◆ SOURCE INFORMATION:
# # # #
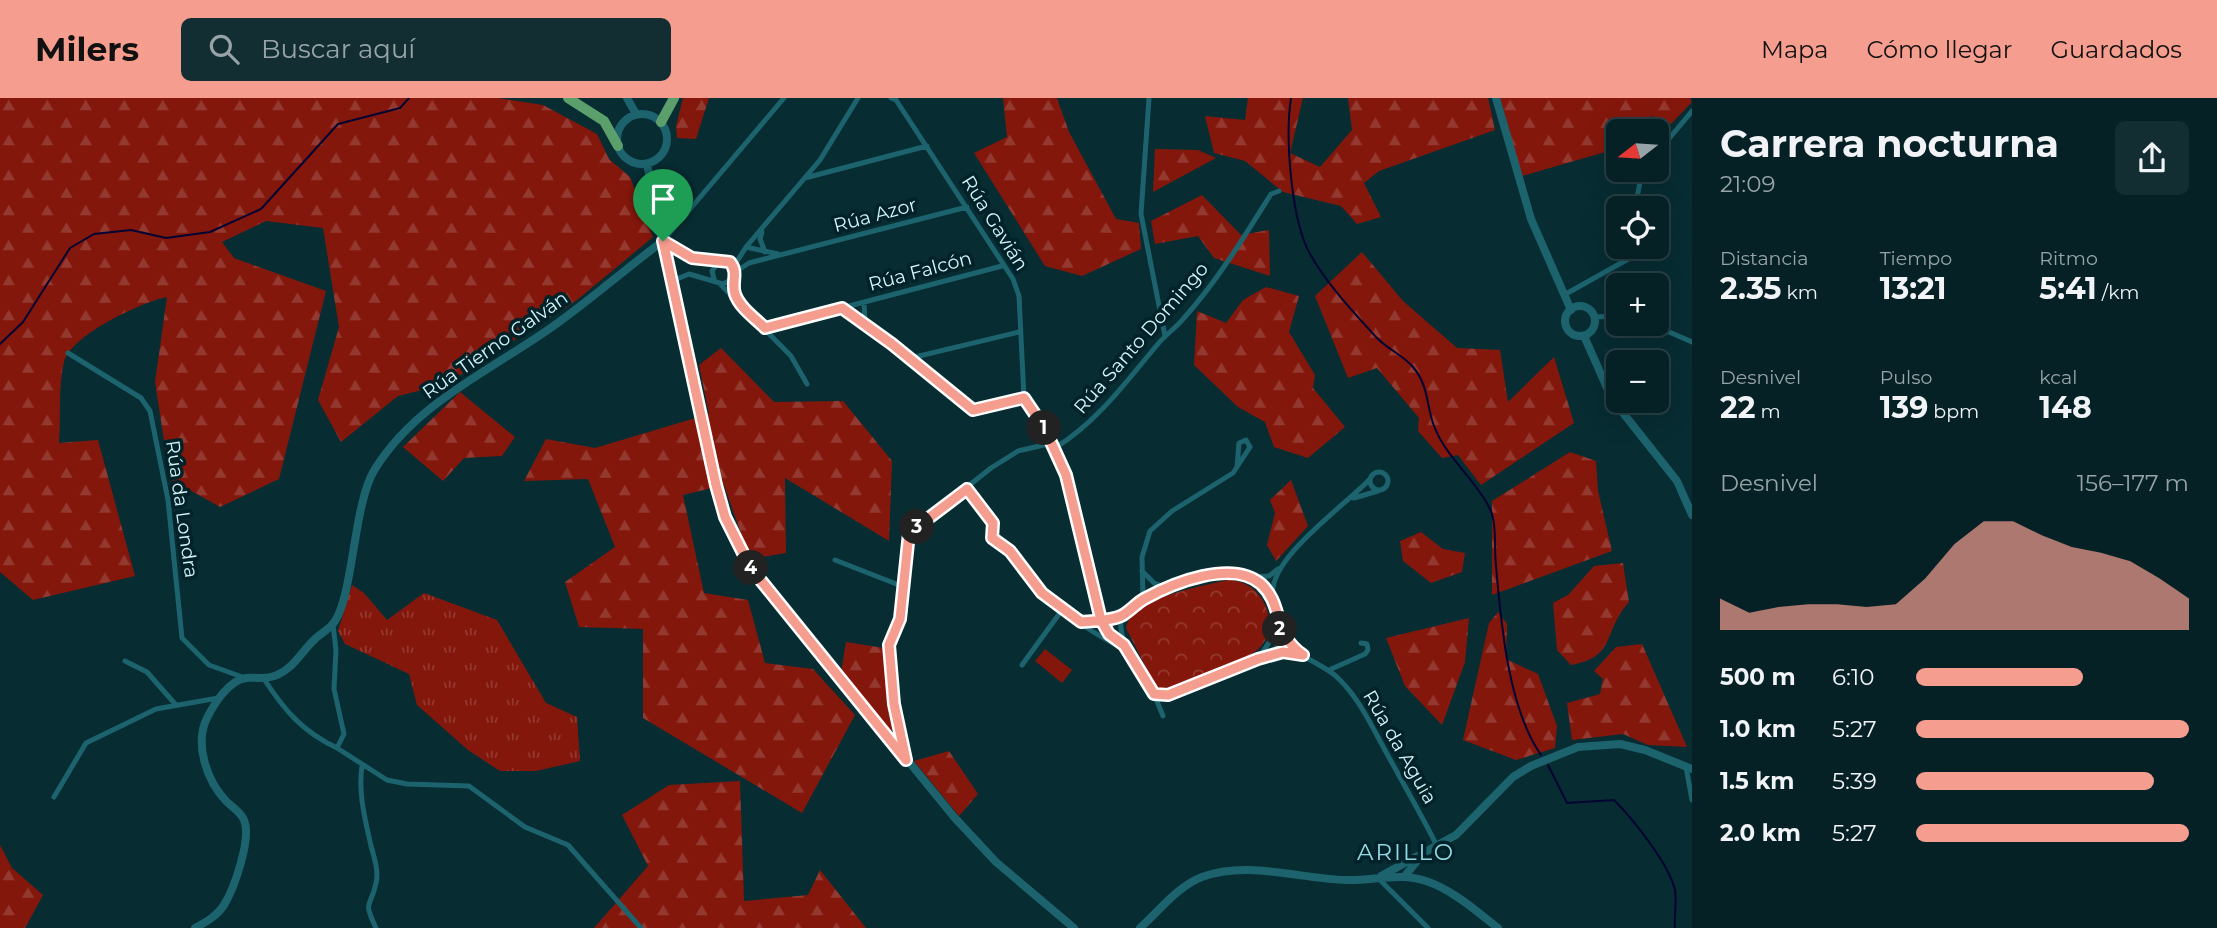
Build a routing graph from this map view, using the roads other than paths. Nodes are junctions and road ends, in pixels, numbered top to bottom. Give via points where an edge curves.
1 (568, 98) edge
2 (626, 98) edge
3 (674, 98) edge
4 (784, 98) edge
5 (858, 98) edge
6 (891, 98) edge
7 (1149, 98) edge
8 (1496, 98) edge
9 (1692, 111) edge
10 (636, 114) junction
11 (661, 122) junction
12 (1670, 137) edge
13 (618, 146) junction
14 (927, 146) junction
15 (647, 164) junction
16 (805, 178) junction
17 (1279, 191) dead end
18 (967, 207) junction
19 (762, 229) junction
20 (663, 241) junction
21 (744, 249) junction
22 (765, 252) junction
23 (791, 253) junction
24 (1628, 259) edge
25 (719, 261) junction
26 (726, 261) junction
27 (1002, 266) junction
28 (735, 272) junction
29 (672, 281) junction
30 (717, 282) junction
31 (1564, 295) junction
32 (864, 302) junction
33 (741, 306) junction
34 (842, 308) junction
35 (1571, 310) junction
36 (1594, 317) junction
37 (1606, 317) edge
38 (865, 323) junction
39 (765, 328) junction
40 (1019, 332) junction
41 (1669, 332) edge
42 (1164, 336) junction
43 (1584, 336) junction
44 (1692, 342) edge
45 (68, 354) dead end
46 (911, 358) junction
47 (807, 384) dead end
48 (1024, 398) junction
49 (1055, 448) junction
50 (1237, 467) junction
51 (1370, 479) junction
52 (967, 489) junction
53 (1381, 490) junction
54 (1351, 499) junction
55 (1692, 514) edge
56 (835, 561) dead end
57 (1281, 567) junction
58 (1142, 571) junction
59 (1251, 577) junction
60 (904, 587) junction
61 (1168, 588) junction
62 (1143, 599) junction
63 (1275, 609) junction
64 (1062, 610) junction
65 (1121, 616) junction
66 (1101, 620) junction
67 (1081, 622) junction
68 (332, 625) junction
69 (1286, 641) junction
70 (1362, 643) dead end
71 (1124, 645) junction
72 (1128, 652) junction
73 (1281, 653) junction
74 (1303, 655) junction
75 (1258, 659) junction
76 (125, 661) dead end
77 (1022, 665) dead end
78 (1329, 670) junction
79 (245, 678) junction
80 (264, 679) junction
81 (1154, 694) junction
82 (220, 698) junction
83 (176, 705) junction
84 (1163, 716) dead end
85 (337, 748) junction
86 (906, 760) junction
87 (362, 766) junction
88 (1689, 768) edge
89 (54, 797) dead end
90 (1692, 800) edge
91 (1437, 846) junction
92 (1426, 851) junction
93 (1401, 864) junction
94 (1411, 867) junction
95 (1402, 877) junction
96 (1378, 878) junction
97 (1425, 881) junction
98 (195, 928) edge
99 (376, 928) edge
100 (641, 928) edge
101 (1074, 928) edge
102 (1140, 928) edge
103 (1428, 928) edge
104 (1498, 928) edge

1 - 13 highway via 604,121
2 - 10 street
3 - 11 highway
4 - 20 street
5 - 16 street
6 - 14 street, Rúa Gavián
7 - 42 street via 1141,214
8 - 31 street via 1520,190
9 - 12 street
10 - 11 street
10 - 13 street via 620,126
11 - 15 street via 667,136 665,150
13 - 15 street via 633,162
14 - 16 street
14 - 18 street, Rúa Gavián
15 - 20 street
16 - 19 street
17 - 42 street, Rúa Santo Domingo via 1271,194 1221,272 1183,320
18 - 23 street, Rúa Azor
18 - 27 street, Rúa Gavián
19 - 21 street
19 - 22 street
20 - 25 street via 692,258
20 - 29 street
20 - 68 street, Rúa Tierno Galván via 559,322 443,397 389,450 373,471 360,505 351,565
21 - 22 street, Rúa Azor
21 - 26 street
21 - 28 street
22 - 23 street, Rúa Azor
23 - 28 street, Rúa Azor via 749,263
24 - 31 street
25 - 26 street
25 - 30 street via 712,271
26 - 28 street
27 - 32 street, Rúa Falcón
27 - 40 street, Rúa Gavián via 1019,296
28 - 30 street via 729,283
28 - 33 street via 735,295
29 - 30 street via 689,274
29 - 86 street via 716,485 738,546 750,567
30 - 33 street
31 - 35 street
32 - 34 street, Rúa Falcón
32 - 38 street
33 - 39 street
34 - 38 street
34 - 39 street, Rúa Falcón
35 - 36 street via 1584,307
35 - 43 street via 1566,317 1568,330
36 - 37 street
36 - 43 street via 1594,327
38 - 46 street
39 - 47 street via 791,356
40 - 46 street
40 - 48 street, Rúa Gavián
41 - 44 street
42 - 49 street, Rúa Santo Domingo via 1108,405
43 - 55 street via 1612,399 1676,481
45 - 79 street, Rúa da Londra via 141,398 150,411 169,513 182,638 209,665
46 - 48 street via 973,410
48 - 49 street, Rúa Gavián
49 - 52 street via 1048,444 1018,451
49 - 66 street, Rúa Gavián via 1066,475
50 - 50 street via 1250,447 1246,440 1238,446
50 - 58 street via 1227,478 1172,510 1150,531
51 - 53 street via 1371,486
51 - 53 street via 1378,472 1387,476 1388,483
51 - 54 street
52 - 60 street via 909,533
52 - 64 street via 993,523 992,538 1010,551 1042,593
53 - 54 street
54 - 57 street via 1324,520
56 - 60 street
57 - 59 street via 1269,576
57 - 63 street via 1272,581
58 - 61 street
58 - 62 street
59 - 61 street via 1220,574
59 - 63 street via 1269,592
60 - 86 street via 900,619 889,645 894,704
61 - 62 street
62 - 65 street
63 - 69 street
63 - 75 street via 1275,629
64 - 67 street
64 - 77 street
65 - 66 street
65 - 71 street
66 - 67 street
66 - 71 street via 1109,634
67 - 72 street
68 - 80 street, Rúa Tierno Galván via 310,643 295,665
68 - 85 street via 334,689 344,734
69 - 73 street via 1277,646
69 - 74 street, Rúa da Aguia
70 - 78 street via 1367,644 1364,654
71 - 72 street
72 - 81 street
73 - 74 street, Rúa da Aguia
73 - 75 street, Rúa da Aguia
74 - 78 street, Rúa da Aguia
75 - 81 street, Rúa da Aguia via 1168,695
76 - 83 street via 147,672
78 - 91 street, Rúa da Aguia via 1363,711
79 - 80 street, Rúa Tierno Galván
79 - 82 street
80 - 85 street via 303,729
81 - 84 street
82 - 83 street
82 - 98 street via 202,733 202,753 216,789 244,820 246,838 223,906 211,920
83 - 89 street via 156,709 86,743
85 - 87 street
86 - 101 street via 996,862
87 - 99 street via 360,787 376,869 368,911
87 - 100 street via 387,780 407,784 469,786 525,827 569,845
88 - 90 street
88 - 91 street via 1620,744 1578,747 1513,777 1456,835
91 - 92 street
92 - 93 street
92 - 94 street
93 - 94 street
93 - 95 street via 1397,868
93 - 96 street
94 - 95 street
94 - 97 street
95 - 96 street
95 - 97 street
96 - 102 street via 1336,880 1240,871 1209,875 1186,885
96 - 103 street
97 - 104 street via 1455,895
# # # #
◆ PROBLEM DETAILS: If a line in the listing contains the string "Galván", copy it.

◆ EXPECTED ANSWER:
20 - 68 street, Rúa Tierno Galván via 559,322 443,397 389,450 373,471 360,505 351,565
68 - 80 street, Rúa Tierno Galván via 310,643 295,665
79 - 80 street, Rúa Tierno Galván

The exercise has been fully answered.